** Data follows **
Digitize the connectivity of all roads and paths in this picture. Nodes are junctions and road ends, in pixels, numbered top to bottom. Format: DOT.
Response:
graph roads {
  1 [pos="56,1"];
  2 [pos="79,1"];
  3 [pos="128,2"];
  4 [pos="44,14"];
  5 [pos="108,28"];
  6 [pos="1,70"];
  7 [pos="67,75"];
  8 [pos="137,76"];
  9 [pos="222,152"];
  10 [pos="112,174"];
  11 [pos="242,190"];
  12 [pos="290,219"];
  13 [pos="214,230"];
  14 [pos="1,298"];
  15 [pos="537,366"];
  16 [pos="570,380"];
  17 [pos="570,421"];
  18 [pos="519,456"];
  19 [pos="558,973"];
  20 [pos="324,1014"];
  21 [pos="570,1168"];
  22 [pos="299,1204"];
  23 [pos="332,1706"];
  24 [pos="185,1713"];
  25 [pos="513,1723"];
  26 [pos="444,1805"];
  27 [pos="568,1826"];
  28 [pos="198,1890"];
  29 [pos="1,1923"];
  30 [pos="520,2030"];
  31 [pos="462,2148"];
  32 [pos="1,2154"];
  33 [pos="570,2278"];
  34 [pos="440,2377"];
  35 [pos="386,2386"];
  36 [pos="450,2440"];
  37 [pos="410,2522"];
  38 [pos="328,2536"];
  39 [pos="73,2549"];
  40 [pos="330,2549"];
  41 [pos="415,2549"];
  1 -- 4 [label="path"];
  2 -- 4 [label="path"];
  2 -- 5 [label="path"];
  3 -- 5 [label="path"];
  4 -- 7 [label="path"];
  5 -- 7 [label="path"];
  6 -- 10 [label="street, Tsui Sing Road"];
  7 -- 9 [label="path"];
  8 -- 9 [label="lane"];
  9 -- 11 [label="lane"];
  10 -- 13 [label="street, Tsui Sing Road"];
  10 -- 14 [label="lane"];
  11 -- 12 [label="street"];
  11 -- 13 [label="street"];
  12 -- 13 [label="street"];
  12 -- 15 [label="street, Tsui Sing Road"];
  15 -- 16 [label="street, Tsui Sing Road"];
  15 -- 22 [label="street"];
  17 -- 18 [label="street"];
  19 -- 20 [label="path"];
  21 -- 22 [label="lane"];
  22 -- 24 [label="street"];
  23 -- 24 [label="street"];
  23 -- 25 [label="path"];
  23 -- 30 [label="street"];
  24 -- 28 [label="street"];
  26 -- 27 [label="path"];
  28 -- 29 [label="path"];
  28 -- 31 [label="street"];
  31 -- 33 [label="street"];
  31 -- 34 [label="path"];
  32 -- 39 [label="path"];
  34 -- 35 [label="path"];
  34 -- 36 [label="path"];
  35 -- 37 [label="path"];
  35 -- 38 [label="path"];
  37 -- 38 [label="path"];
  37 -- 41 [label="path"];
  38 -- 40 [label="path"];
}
** End of Data **
| Work to be completed |
Say how many lines in the data hold the string "Tsui", and say nothing else.

| Response below |
4